STAA 567 Lec 4: Putting it all together

Optimization in Statistics: Maximum likelihood estimate
Wrapping up optimization

(Instructor : Nishant Panda)

Optimization in Statistics: Maximum likelihood estimate

We now consider the use of optimization in maximizing likelihood functions.

Example 1: Your friend challenged you to guess the probability of landing a Heads in a coin he gave you. You cannot start without data. So, you tossed the coin 10 times and note the following sequence “T” “T” “T” “T” “H” “T” “T” “H” “T” “T”. How would you proceed?

First step: A statistical model. Before doing any estimation we need a statistical model. Here we will assume that \(X\) is Bernoulli random variable with parameter \(p\) i.e \(X = 1 (HEADS)\) with probability \(p\), and \(X = 0 (TAILS)\) with probability \(1-p\). Moreover, let \(X_1, X_2, X_3, \dots, X_{10}\) be a random sample of \(X\) (i.i.d). Thus our data: \(x_1, x_2, x_3, x_4, x_6, x_7, x_9, x_{10}\) are all \(0\) and \(x_5, x_8\) are \(1\). Our goal is to estimate \(p\) and predict the next outcome using this estimated value.

(Home Assignment!)Convince yourself that \(X \sim f\), where \(f(x\lvert p) = p^{x}(1-p)^{1-x}\)? Note, because \(X\) is discrete \(f(x)\) is the probability that \(X\) takes on the value \(x\).

Second step: An estimation method. Here, we will use a popular estimation method-the Maximum Likelihood method. Note that we only need to estimate one parameter. Thus our parameter to estimate is \(\theta = p\). Let us construct the Likelihood function,

\[ L(p) = \prod\limits_{i=1}^{n}f(x_i\vert p), \] which when plugging in \(f(x\vert p)\) and \(n = 10\), we get

\[ L(p) = \prod\limits_{i=1}^{10}p^{x_i}(1-p)^{1-x_i}, \] This is a real valued function i.e the output space is a subset of the real line. What is the input space of our function? Let us consider the log likelihood.

\[ l(p) = log(L(p)) = \sum\limits_{i = 1}^{10}\left(log(p^{x_i}(1-p)^{1-x_i})\right) \]

Our maximum likelihood estimate \(p_{ML}\) is the point in the input space where \(l(p)\) is maximized. We have done all the work here!

With notation from Lecture \(3\), our function \(g\) is given by \[ g(p) = \sum\limits_{i = 1}^{10}\left(log(p^{x_i}(1-p)^{1-x_i})\right) \]

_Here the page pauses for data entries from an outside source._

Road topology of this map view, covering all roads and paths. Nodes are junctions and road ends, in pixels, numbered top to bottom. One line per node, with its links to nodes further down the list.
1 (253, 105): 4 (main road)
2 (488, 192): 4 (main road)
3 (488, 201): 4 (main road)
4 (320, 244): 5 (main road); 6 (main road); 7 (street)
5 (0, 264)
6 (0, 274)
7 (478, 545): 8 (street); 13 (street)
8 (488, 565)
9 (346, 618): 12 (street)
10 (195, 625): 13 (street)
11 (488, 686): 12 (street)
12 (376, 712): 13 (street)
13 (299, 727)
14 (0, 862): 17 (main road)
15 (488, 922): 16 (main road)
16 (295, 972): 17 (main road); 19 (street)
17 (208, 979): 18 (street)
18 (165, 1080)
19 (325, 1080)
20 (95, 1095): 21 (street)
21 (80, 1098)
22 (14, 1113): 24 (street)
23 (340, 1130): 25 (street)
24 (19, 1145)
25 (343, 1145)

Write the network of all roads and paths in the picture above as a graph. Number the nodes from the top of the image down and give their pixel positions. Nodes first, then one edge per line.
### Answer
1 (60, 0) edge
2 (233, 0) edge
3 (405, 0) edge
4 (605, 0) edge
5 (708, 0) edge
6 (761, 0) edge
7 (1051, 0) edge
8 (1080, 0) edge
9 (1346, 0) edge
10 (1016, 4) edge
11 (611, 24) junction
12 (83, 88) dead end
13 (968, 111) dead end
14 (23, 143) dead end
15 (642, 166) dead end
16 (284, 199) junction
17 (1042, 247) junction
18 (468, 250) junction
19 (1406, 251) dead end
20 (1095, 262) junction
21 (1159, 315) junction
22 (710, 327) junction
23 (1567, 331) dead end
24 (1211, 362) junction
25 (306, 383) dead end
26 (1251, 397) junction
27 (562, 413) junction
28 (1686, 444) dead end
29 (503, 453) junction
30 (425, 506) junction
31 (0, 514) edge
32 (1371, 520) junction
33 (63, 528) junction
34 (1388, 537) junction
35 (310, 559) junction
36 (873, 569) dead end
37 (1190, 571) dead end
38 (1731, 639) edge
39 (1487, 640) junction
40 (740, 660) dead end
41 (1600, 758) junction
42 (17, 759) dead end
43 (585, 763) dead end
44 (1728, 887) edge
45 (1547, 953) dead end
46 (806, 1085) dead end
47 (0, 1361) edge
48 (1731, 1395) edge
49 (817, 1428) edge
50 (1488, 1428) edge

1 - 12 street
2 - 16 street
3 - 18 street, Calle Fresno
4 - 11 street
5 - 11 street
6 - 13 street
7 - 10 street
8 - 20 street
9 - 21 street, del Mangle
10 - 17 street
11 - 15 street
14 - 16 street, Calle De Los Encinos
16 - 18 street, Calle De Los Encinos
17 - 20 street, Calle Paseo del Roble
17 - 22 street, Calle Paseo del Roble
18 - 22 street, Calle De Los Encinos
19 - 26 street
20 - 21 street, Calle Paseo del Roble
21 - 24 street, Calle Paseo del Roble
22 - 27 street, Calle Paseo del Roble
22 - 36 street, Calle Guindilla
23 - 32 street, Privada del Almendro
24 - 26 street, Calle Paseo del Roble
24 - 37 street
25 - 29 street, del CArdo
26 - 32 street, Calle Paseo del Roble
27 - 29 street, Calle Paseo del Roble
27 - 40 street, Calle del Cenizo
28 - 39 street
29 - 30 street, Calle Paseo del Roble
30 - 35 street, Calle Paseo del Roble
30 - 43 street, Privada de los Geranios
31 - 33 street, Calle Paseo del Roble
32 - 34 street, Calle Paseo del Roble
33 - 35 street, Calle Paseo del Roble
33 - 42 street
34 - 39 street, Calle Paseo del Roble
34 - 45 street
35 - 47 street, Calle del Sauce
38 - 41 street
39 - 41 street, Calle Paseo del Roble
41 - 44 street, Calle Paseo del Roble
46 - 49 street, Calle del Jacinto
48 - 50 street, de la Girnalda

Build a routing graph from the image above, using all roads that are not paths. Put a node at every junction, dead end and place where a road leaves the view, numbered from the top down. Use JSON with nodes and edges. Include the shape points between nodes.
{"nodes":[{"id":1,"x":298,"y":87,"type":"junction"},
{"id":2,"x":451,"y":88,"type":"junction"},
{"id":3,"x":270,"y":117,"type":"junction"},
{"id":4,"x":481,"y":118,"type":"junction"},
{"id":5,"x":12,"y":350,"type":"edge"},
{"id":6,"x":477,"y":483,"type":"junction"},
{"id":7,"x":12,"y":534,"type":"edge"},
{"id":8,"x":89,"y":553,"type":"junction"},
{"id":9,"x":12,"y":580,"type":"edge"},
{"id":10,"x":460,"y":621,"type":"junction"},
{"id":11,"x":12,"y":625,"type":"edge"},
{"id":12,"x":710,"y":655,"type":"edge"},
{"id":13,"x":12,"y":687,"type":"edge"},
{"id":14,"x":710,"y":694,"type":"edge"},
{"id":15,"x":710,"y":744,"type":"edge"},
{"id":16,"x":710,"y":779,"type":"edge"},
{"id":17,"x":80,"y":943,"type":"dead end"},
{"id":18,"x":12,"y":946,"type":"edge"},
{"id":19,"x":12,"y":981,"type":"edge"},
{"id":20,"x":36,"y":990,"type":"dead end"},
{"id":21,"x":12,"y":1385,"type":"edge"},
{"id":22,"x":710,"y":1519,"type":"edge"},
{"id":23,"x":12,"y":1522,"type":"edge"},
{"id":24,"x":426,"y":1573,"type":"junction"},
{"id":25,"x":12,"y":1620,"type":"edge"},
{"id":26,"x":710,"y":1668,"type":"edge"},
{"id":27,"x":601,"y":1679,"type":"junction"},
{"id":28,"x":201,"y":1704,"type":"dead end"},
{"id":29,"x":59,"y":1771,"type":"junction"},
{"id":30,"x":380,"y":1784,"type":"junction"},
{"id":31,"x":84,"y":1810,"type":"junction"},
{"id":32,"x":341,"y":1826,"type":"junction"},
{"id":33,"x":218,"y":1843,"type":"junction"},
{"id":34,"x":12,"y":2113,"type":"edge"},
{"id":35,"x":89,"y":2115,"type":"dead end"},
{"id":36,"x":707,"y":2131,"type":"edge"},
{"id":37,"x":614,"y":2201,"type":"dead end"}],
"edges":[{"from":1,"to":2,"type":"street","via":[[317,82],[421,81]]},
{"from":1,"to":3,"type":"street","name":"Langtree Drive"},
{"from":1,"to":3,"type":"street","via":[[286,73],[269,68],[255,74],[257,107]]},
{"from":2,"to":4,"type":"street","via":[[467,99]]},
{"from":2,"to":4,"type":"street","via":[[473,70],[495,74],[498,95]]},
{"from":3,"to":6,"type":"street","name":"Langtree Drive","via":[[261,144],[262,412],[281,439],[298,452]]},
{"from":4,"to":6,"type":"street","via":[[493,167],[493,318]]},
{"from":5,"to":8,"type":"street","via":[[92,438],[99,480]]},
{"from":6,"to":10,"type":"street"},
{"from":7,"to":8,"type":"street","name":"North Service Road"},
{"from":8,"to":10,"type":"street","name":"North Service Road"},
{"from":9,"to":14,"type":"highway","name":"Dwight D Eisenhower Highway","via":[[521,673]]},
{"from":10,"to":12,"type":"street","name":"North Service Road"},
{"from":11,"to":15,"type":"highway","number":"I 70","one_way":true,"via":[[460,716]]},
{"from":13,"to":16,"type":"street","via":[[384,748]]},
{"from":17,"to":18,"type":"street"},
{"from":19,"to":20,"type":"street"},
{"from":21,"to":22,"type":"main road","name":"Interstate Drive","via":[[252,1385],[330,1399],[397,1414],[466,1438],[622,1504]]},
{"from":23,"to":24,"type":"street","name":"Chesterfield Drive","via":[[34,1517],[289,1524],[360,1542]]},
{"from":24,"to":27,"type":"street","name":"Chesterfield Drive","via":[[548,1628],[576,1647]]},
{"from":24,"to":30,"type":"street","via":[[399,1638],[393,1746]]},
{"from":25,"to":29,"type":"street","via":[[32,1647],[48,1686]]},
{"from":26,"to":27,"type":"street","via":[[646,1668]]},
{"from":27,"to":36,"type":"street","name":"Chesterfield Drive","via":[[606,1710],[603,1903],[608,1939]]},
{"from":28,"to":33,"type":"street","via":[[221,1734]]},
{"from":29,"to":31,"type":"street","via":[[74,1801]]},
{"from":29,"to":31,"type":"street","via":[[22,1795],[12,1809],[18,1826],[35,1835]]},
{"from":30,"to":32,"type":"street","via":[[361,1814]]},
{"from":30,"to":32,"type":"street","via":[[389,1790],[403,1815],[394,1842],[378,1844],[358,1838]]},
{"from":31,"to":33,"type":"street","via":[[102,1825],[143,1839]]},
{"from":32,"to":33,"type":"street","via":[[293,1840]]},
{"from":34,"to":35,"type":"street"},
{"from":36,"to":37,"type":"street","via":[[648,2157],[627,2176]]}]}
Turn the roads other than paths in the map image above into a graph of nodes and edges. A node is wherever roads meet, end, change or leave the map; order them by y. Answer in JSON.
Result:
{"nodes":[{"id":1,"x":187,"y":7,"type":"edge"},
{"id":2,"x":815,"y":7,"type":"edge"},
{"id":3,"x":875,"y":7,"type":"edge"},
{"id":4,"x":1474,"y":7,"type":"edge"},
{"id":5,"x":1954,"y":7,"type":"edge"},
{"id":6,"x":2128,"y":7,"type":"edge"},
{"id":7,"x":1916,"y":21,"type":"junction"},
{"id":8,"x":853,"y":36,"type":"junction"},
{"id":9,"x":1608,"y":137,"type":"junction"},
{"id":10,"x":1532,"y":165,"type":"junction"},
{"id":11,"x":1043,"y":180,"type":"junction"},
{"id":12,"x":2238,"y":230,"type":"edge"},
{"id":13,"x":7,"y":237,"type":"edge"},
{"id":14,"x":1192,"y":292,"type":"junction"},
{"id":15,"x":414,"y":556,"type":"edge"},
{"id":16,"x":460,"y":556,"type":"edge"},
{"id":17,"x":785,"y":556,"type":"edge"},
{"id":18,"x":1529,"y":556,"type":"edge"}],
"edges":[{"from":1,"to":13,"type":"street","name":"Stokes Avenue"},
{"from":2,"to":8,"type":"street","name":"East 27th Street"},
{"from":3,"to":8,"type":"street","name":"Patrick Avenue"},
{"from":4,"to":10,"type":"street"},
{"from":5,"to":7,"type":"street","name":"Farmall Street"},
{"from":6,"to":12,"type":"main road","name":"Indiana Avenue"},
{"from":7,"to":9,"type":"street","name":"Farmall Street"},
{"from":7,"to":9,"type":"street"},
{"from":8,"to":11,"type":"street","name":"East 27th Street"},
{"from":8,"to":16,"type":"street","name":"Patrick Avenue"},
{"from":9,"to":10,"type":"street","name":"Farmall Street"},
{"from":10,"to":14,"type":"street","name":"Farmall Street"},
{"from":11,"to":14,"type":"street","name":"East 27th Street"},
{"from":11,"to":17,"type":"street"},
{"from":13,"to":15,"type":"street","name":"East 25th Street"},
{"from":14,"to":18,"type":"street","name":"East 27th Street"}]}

and our goal is find the maximum value of \(g\).

Let us plot this function

# observed data
data <- c(0,0,0,0,1,0,0,1,0,0)

# Note that a general likelihood function should take
# parameters and data as argument.

# our log likelihood
g <- function(p, data){
  # p is our parameter
  # data is our observed data
  
  # note the sapply on the observed data!
  logp <- sapply(data, function(x) log((p^x) * (1 - p)^(1- x)))
  
  # return the sum of the above
  sum(logp)
}

# for plotting: create the input values for g. 
# In this case it is p which ranges from 0 to 1.
p.seq <- seq(from = 0.01, to = 0.90, length.out = 101)

# note the sapply on p.seq to get values of g.
gp <- sapply(p.seq, g, data = data)

library(ggplot2)
# put  p and g(p) values in a data frame
plot_data <- data.frame("p" = p.seq, "g" = gp)


# create the base layer of ggplot with geom_Line
plot_f <- ggplot(plot_data, aes(x = p, y = g)) + 
  geom_line(color = "red", size = 1.0) + 
  labs(x = "p", y = "log likelihood")

plot_f

It looks like the maxima occurs around 0.2. Is that intuitive?

Let us look at the R optimize function for finding the optimum of this log likelihood function.

# do ?optimize to understand the arguments passed

max_p <- optimize(g, c(0.05, 0.35), data = data, maximum = TRUE)
round(max_p$maximum, 3)

## [1] 0.2

Can you explain this? HINT: What is the proportion of Heads in our data?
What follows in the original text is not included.